Hacker News new | ask | show | jobs
by hackerlight 818 days ago
I don't get how transformers can replace convolutional networks. My understanding is patches get fed in, and the transformer will do the same thing that a convolution layer does. But transformers deal with sequential data and I don't see any of that here?
3 comments

Transformers are not limited to sequential data. They can process any form of data you can tokenize, as long as they have enough of it to learn the patterns and structures it contains.
A transformers model was probably chosen because of its scaling properties and because it's easy to mask the attention layer so that you can fit in the same batch multiple video and images of different lengths and dimensions, this is important because every batch needs to be the same size to fit in the same mini-batch and for performance reasons.
From the fine article:

> Now for the second point, both DiT and Sora replace the commonly-used U-Net architecture with a vanilla Transformer architecture. This matters because the authors of the DiT paper observe that using Transformers leads to predictable scaling: As you apply more training compute (either by training the model for longer or making the model larger, or both), you obtain better performance. The Sora technical report notes the same but for videos and includes a useful illustration.
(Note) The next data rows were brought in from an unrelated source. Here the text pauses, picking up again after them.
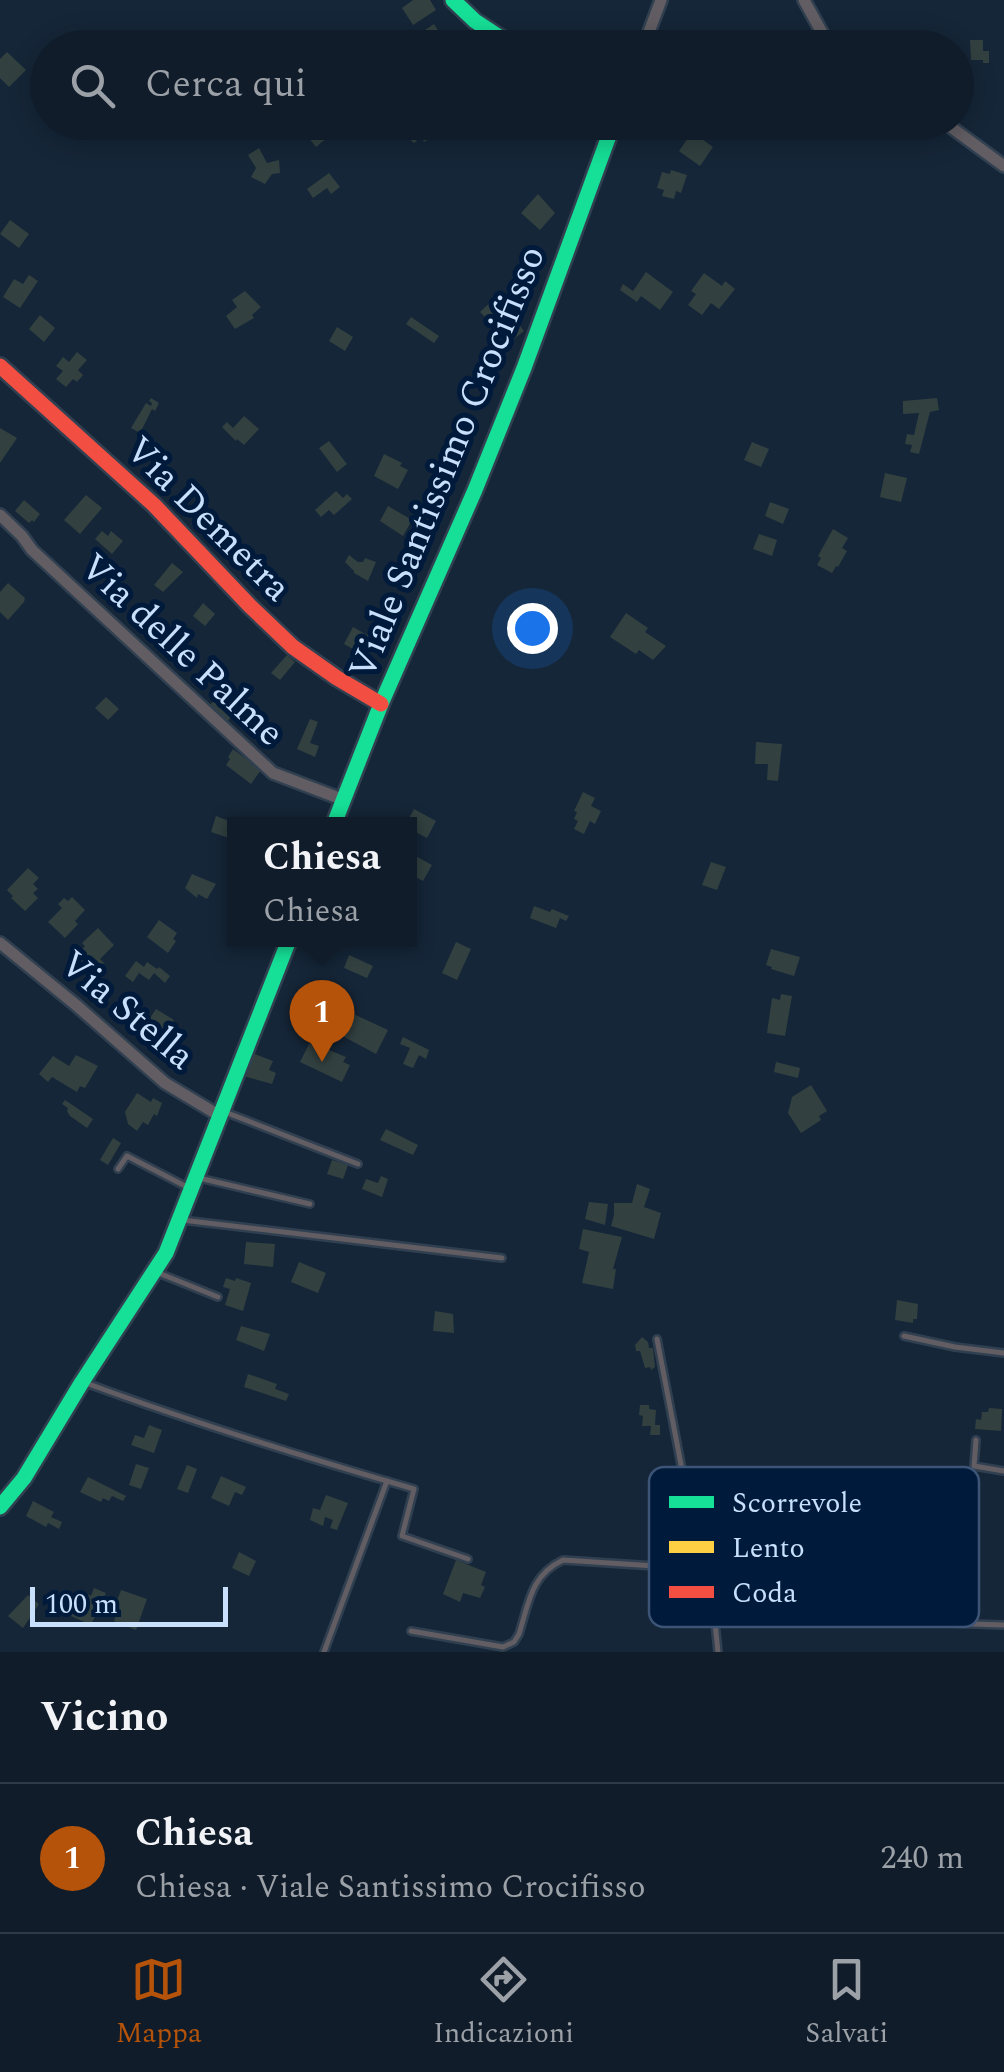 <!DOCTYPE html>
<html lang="it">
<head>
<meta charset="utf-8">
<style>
  :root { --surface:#101c2a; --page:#1e2936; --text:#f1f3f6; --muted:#9ca1a8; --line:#303a47; --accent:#b45309 }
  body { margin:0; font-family:Spectral,serif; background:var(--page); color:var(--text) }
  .scale { position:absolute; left:30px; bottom:25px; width:198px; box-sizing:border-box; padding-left:10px; border:5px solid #c9e0fc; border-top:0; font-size:28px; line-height:35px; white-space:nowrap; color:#c9e0fc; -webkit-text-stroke:8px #001a3c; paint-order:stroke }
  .you { position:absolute; left:532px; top:628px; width:35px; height:35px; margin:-25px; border:8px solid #fff; border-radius:50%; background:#1a73e8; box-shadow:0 0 0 15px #1a73e833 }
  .badge { display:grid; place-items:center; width:65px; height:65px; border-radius:50%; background:var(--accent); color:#fff; font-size:32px; font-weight:700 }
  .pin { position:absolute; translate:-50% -82px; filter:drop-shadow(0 2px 5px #0008) }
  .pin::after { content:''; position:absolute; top:52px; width:35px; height:30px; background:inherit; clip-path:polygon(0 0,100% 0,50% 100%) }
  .popup { position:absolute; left:227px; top:817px; width:190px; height:130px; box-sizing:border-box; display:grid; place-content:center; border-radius:0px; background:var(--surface); filter:drop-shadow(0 2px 8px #0005); font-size:32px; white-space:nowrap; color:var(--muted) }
  .popup b { font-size:38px; color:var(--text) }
  .popup::after { content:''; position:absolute; left:50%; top:100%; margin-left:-20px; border:20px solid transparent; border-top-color:var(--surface) }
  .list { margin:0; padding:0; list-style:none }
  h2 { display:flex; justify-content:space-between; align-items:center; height:130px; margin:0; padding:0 40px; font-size:42px }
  h2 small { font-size:32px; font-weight:400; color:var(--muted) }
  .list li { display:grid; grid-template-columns:65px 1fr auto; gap:30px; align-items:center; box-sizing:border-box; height:150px; padding:0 40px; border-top:2px solid var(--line) }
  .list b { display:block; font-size:38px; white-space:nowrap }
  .list p { margin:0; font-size:32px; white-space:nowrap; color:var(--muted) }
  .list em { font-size:32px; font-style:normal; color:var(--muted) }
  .icon { flex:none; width:55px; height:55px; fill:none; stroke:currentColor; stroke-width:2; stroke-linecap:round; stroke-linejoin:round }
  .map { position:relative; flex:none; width:1004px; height:1652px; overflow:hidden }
  .search { position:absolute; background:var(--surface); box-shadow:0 5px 25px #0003; left:30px; right:30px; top:30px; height:110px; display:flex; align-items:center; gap:25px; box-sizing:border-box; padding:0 35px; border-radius:55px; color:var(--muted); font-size:38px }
  .sheet { height:280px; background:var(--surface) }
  nav { display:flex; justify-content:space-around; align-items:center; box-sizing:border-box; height:140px; border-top:2px solid var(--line); background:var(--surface); font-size:28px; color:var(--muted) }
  nav a { display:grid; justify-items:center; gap:5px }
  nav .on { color:var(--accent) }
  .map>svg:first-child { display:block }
  .building { fill:#324040 }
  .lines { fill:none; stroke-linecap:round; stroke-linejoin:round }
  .lane-casing { stroke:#314051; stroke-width:10 }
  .street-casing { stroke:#314051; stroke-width:16 }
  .fast-casing { stroke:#314051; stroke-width:20 }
  .jam-casing { stroke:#314051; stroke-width:20 }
  .lane { stroke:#615d62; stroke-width:5 }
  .street { stroke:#615d62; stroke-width:11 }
  .fast { stroke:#16e098; stroke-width:15 }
  .jam { stroke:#f24e42; stroke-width:15 }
  .labels { text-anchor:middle; stroke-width:10; stroke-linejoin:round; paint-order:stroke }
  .street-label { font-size:38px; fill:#c9e0fc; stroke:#001a3c }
  .key { fill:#001a3c; stroke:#3c5576; stroke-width:2.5 }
  .key-label { font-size:28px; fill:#c9e0fc }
</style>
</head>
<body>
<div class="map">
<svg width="1004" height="1652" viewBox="0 0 1004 1652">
  <rect width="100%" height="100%" fill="#152638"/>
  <g class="building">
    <path d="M413 0H430L436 10 413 25 402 8Z"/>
    <path d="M434 24 448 46 445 48H423L416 36Z"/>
    <path d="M970 40H983V51H989V63H983V60H971Z"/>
    <path d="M7 52 26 70 9 87 0 78V59Z"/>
    <path d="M296 122H346L316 147Z"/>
    <path d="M424 122H437L442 130 424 142 418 131 411 136 417 141 414 143 405 135Z"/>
    <path d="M692 132 713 147 700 166 679 151Z"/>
    <path d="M259 148 267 163 279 160 280 173 272 174 265 184 251 177 256 168 248 155Z"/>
    <path d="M671 170 687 175 681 193 676 191 674 199 662 196 664 190 657 188 662 172 670 174Z"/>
    <path d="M329 173 340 187 331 194 327 188 313 198 307 189Z"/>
    <path d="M538 194 555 213 540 230 521 213Z"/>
    <path d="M10 220 29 234 19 248 0 234Z"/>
    <path d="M646 272 673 292 660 310 641 296 637 302 620 290 623 284 633 291Z"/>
    <path d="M704 273 722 286 725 281 735 289 719 309 711 303 702 315 688 305 696 294 691 291Z"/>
    <path d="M29 275 38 281 20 308 3 297 14 279 23 284Z"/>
    <path d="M245 291 261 307 252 315 254 318 235 329 226 316 237 307 232 300Z"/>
    <path d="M497 296 524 331 510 342 480 312Z"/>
    <path d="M40 315 55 328 44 342 29 329Z"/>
    <path d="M411 317 439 336 434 343 406 324Z"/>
    <path d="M337 327 353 337 345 351 329 341Z"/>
    <path d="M77 352 87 360 78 370 83 375 77 382 73 379 66 387 56 379 63 371 56 366 63 357 69 362Z"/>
    <path d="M151 398 159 403 155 411 152 409 140 433 131 428 146 403 151 406 152 403 149 401Z"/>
    <path d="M937 398 939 410 930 412 919 454 910 452 912 445 905 444 907 434 914 435 919 413 903 414V401Z"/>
    <path d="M244 416 259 429 244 445 237 439 236 441 222 427 227 422 233 428Z"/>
    <path d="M0 428 17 438 0 463Z"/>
    <path d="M329 441 347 464 337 472 319 448Z"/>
    <path d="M752 442 769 449 761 467 744 460Z"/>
    <path d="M384 454 402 463 400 466 408 470 398 489 374 476Z"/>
    <path d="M885 473 907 478 901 502 880 497Z"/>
    <path d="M336 491 343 498 347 494 352 499 334 515 329 510 321 517 315 510Z"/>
    <path d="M86 495 102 508 80 534 64 520Z"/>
    <path d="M24 500 40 514 34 522 32 520 29 523 15 511Z"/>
    <path d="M770 502 789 509 783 524 765 516Z"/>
    <path d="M388 506 412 520 403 536 380 521Z"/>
    <path d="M833 529 848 538 842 548 847 551 838 567 836 566 832 573 817 565 821 558 818 556Z"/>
    <path d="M102 531 108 536 111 531 123 541 112 554 95 539Z"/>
    <path d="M759 534 777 540 772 556 753 549Z"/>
    <path d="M349 555 358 562H363L365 558 376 562 368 581 354 573V571L345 562Z"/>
    <path d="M172 563 183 572 163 592 154 585Z"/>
    <path d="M8 583 25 598 24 602 8 620 0 612V592Z"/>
    <path d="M203 603 215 614 205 626 193 616Z"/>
    <path d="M626 613 648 628 645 632 666 646 653 660 639 650 636 654 610 637Z"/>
    <path d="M353 627 376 640 367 657 344 644Z"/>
    <path d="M287 655 295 662 280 680 271 673Z"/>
    <path d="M219 694 224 698 228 694 240 705 227 722 209 706Z"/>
    <path d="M106 697 119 709 108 720 95 708Z"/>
    <path d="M310 719 318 722 310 743 319 746 315 757 297 749Z"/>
    <path d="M756 742 782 744 778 781 767 780 768 764H755Z"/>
    <path d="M233 749 261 770 251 784 226 765 230 759 228 757Z"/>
    <path d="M583 792 595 798 591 806 601 811 595 824 590 821 584 834 574 829 578 821 574 819 577 812 574 811Z"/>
    <path d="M414 809 436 821 427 838 410 829V824H406Z"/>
    <path d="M216 816 234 823V838L232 839 211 832Z"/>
    <path d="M410 853 432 865 423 881 410 874Z"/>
    <path d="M711 862 726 867 717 890 702 885Z"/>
    <path d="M28 868 39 878 33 884 38 889 33 893 38 898 25 911 11 898 13 896 7 890Z"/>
    <path d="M192 874 216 884 207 899 198 894 197 898 185 888Z"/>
    <path d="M72 897 85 910 75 921 78 924 65 938 48 922 62 908 58 904 64 898 68 901Z"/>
    <path d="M534 906 550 912 552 909 569 916 566 921 560 918 556 928 530 918Z"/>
    <path d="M159 920 177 933 173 939 176 941 168 953 147 937Z"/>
    <path d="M98 928 114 945 100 959 104 963 92 975 74 958 85 946 82 943Z"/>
    <path d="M456 942 471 949 457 980 442 973Z"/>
    <path d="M771 949 800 957 794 976 771 969 772 967 766 965Z"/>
    <path d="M349 955 373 966 367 978 344 968Z"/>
    <path d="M136 961 144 967 147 962 157 969 159 967 170 976 165 983 154 973 149 980 139 973 133 982 125 976Z"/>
    <path d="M781 994 792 996 785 1036 767 1033 772 998 780 1000Z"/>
    <path d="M319 998 388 1030 376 1054 309 1018Z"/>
    <path d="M156 1009 174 1020 165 1033 148 1021Z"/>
    <path d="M403 1037 429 1050 426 1059 419 1055 413 1068 403 1064 410 1048 400 1044Z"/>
    <path d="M310 1042 346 1057 343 1062 350 1065 342 1082 300 1062Z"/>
    <path d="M252 1053 273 1061 269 1070 276 1073 272 1084 243 1076Z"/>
    <path d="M76 1055 98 1066 85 1088 80 1086 77 1092 52 1077 48 1082 39 1074 53 1056 69 1066Z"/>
    <path d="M776 1062 800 1068 798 1078 774 1072Z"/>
    <path d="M811 1085 827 1111 819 1116 821 1120 801 1133 788 1113 792 1097Z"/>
    <path d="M137 1093 151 1102 153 1098 162 1103 157 1116 154 1114 148 1125 143 1122 137 1131 128 1124 125 1112Z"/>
    <path d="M65 1100 93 1119 87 1128 70 1116 67 1111 68 1108 62 1104Z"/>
    <path d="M386 1129 418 1145 413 1155 380 1140Z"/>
    <path d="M113 1138 121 1143 108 1165 100 1160Z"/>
    <path d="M332 1160 348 1165 343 1179 327 1174Z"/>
    <path d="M381 1176 388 1179 382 1197 362 1189 366 1179 378 1183Z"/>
    <path d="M637 1184 650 1189 644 1207 661 1213 654 1239 611 1226 614 1215V1203H632Z"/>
    <path d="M589 1202 608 1204 605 1225 585 1219Z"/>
    <path d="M583 1229 622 1237 613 1269H616L613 1289 582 1283 589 1252 579 1249Z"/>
    <path d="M246 1242 275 1244 273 1267 244 1264Z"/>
    <path d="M299 1262 326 1273 318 1293 291 1282Z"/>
    <path d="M226 1278 235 1281 236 1278 251 1283 243 1311 225 1305 230 1289 223 1287Z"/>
    <path d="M897 1300 918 1304 917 1319H913V1323L895 1320Z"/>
    <path d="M435 1311 453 1314 454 1333 433 1331Z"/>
    <path d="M241 1326 270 1334 264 1351 236 1340Z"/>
    <path d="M642 1337 648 1342 649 1348H653L655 1367 651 1370 650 1367 645 1368 640 1351H636L635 1345Z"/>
    <path d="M248 1374 277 1384 275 1389 289 1394 286 1401 244 1387Z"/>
    <path d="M640 1405H649V1409L656 1410 655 1425H660V1435H650L651 1426H642L643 1416 639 1415Z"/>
    <path d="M989 1408 1002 1409 1001 1431 975 1429 976 1419 981 1420 982 1412H988Z"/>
    <path d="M149 1425 162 1430 154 1453 131 1445 135 1435 144 1438Z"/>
    <path d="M136 1464 149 1468 141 1489 129 1485Z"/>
    <path d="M187 1465 197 1469 188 1493 177 1489Z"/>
    <path d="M221 1476 246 1487 242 1495 235 1492 229 1506 211 1498Z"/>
    <path d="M88 1477 126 1496 123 1501 112 1496 109 1501 103 1498 101 1502 80 1492Z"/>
    <path d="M326 1495 348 1503 337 1530 330 1528 333 1520 325 1517 323 1526 310 1520 313 1508 320 1510Z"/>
    <path d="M33 1501 54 1512 51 1517 62 1522 59 1529 48 1523 46 1527 26 1516Z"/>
    <path d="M767 1545 786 1546V1569H776V1561H767Z"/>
    <path d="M887 1546 912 1547 911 1556 921 1557 920 1564H902L903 1558 886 1557Z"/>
    <path d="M239 1552 256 1561 249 1576 232 1568Z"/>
    <path d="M456 1560 486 1572 481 1585 485 1587 480 1598 463 1593 460 1602 443 1594Z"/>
    <path d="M678 1583 702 1584 707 1601 696 1603V1609L678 1612Z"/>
    <path d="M94 1588 106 1593 91 1625 71 1616 76 1605 80 1606 86 1593 91 1596Z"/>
    <path d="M121 1590 147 1599 136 1630 114 1621 118 1609 109 1605 113 1596 118 1598Z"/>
    <path d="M28 1595 39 1604 23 1628 8 1616Z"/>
  </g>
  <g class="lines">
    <g class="lane-casing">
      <g id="lane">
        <path d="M225 1112 358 1164"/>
        <path d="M118 1169 127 1156 189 1188"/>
        <path d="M199 1178 310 1204"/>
        <path d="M182 1220 502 1258"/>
        <path d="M156 1272 218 1297"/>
        <path d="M904 1336 955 1347 1004 1353"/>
        <path d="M657 1339 701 1569 713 1603C810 1616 906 1622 1004 1625"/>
        <path d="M86 1383C194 1423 304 1457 414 1489L402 1536 468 1559"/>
        <path d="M976 1440 974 1466 1004 1471"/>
        <path d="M713 1603 718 1652"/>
        <path d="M411 1631 503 1647 514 1642 519 1634C529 1602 531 1575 563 1560L701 1569"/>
        <path d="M324 1652 387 1481"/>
      </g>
    </g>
    <g class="street-casing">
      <g id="street">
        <path d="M804 0 826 40 833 48"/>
        <path d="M643 48 661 0"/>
        <path d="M944 122 1004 166"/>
        <path d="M0 515 22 536 32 550 273 773 344 800"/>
        <path d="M0 943 76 1005 165 1083 220 1116"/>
      </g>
    </g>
    <g class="fast-casing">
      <g id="fast">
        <path d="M453 0 475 21 516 48"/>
        <path d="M334 824 381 704 475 490 524 368 614 122"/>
        <path d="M0 1507 24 1478 82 1382 166 1253 289 940"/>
      </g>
    </g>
    <g class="jam-casing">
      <path id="jam" d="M0 366 154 505 250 606 293 647 337 678 381 704"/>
    </g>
    <use href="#lane" class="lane"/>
    <use href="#street" class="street"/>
    <use href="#fast" class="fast"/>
    <use href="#jam" class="jam"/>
  </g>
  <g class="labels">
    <g class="street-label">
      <text transform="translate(446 462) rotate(-68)" y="13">Viale Santissimo Crocifisso</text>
      <text transform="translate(209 518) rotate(45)" y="13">Via Demetra</text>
      <text transform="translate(183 649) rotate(43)" y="13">Via delle Palme</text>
      <text transform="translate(128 1009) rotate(40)" y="13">Via Stella</text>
    </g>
  </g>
  <rect x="649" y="1467" width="330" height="160" rx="15" class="key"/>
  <rect x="669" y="1496" width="45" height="12" fill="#16e098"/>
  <rect x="669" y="1541" width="45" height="12" fill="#ffcf43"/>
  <rect x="669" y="1586" width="45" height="12" fill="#f24e42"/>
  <g class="key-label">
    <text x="732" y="1512">Scorrevole</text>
    <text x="732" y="1557">Lento</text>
    <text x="732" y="1602">Coda</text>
  </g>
</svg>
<div class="scale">100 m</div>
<div class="you"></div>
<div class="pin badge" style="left:322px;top:1062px">1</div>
<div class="popup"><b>Chiesa</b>Chiesa</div>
<div class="search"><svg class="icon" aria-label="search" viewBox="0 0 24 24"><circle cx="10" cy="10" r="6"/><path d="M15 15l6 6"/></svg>Cerca qui</div>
</div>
<section class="sheet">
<h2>Vicino<small></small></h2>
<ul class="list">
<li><span class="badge">1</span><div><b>Chiesa</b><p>Chiesa · Viale Santissimo Crocifisso</p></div><em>240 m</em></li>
</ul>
</section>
<nav>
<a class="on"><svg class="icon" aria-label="map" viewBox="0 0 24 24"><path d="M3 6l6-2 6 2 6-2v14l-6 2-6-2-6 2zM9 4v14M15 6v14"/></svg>Mappa</a>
<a><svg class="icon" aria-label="directions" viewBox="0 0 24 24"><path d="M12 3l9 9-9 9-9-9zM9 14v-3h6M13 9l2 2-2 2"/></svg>Indicazioni</a>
<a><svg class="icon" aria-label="saved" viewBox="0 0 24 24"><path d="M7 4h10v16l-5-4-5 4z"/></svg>Salvati</a>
</nav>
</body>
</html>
> This scaling behavior, which can be quantified by so-called scaling laws, is an important property and it has been studied before in the context of Large Language Models (LLMs) and for autoregressive models on other modalities. The ability to apply scale to obtain better models was one of the key drivers behind the rapid progress on LLMs. Since the same property exists for image and video generation, we should expect the same scaling recipe to work here, too.

I think it just treats the patches like it would be sequentially in memory or disk, but also has coordinates. And they have overlapping patches at an offset to catch features that would span a patch and be missed at that level.